These are memorable and eloquent words. But what is the reason why most people are terrified of thinking about death?
It is because contemplating death is a hairline’s breadth away from thinking morbid thoughts. Montaigne was a philosopher and a believer in the afterlife as described in Christian theology. You need to either have a strong faith in the existence of the Soul or Atman to take up such practices or you need to be a thinker or philosopher like Montaigne or Socrates.

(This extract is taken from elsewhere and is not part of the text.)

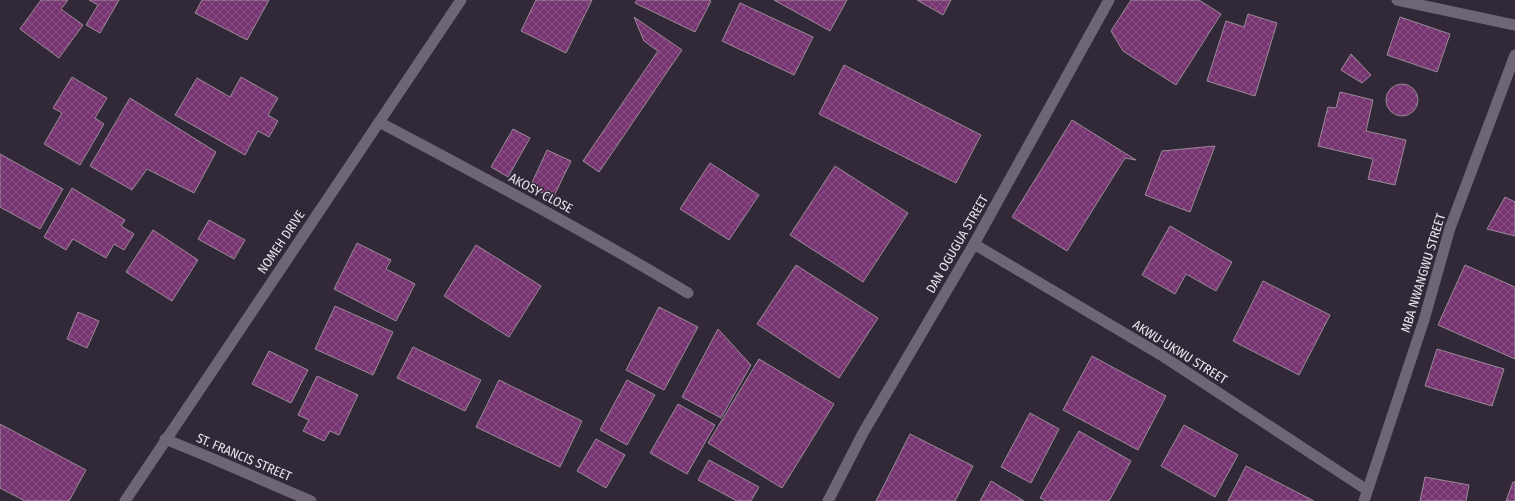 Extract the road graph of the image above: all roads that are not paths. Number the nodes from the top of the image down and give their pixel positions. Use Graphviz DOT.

I am experimenting with thinking about death for another reason – when I contemplate death it concentrates the mind wonderfully and makes it alert. Contemplating death should be for the purpose of having life more abundantly. As the Chinese sage, Chuang Tzu said:
The birth of a man is the birth of his sorrow. The longer he lives, the more stupid he becomes, because his anxiety to avoid unavoidable death becomes mere and more acute. What bitterness! He lives for what is always out of reach! His thirst for survival in the future makes him incapable of living in the present.
So, my contemplating death and impermanence is for the purpose of making my mind alert and practicing mindfulness. It is possible that I may grow in present moment awareness to the degree that I will become capable of finally quitting smoking. I’ll keep you posted on my progress.
Hope this helps someone. Please explore this blog for more articles on Politics, Spirituality and Self Help. If you liked this article then please share it on Facebook and Twitter and feel free to post your comments or contact me. Link to contact is below.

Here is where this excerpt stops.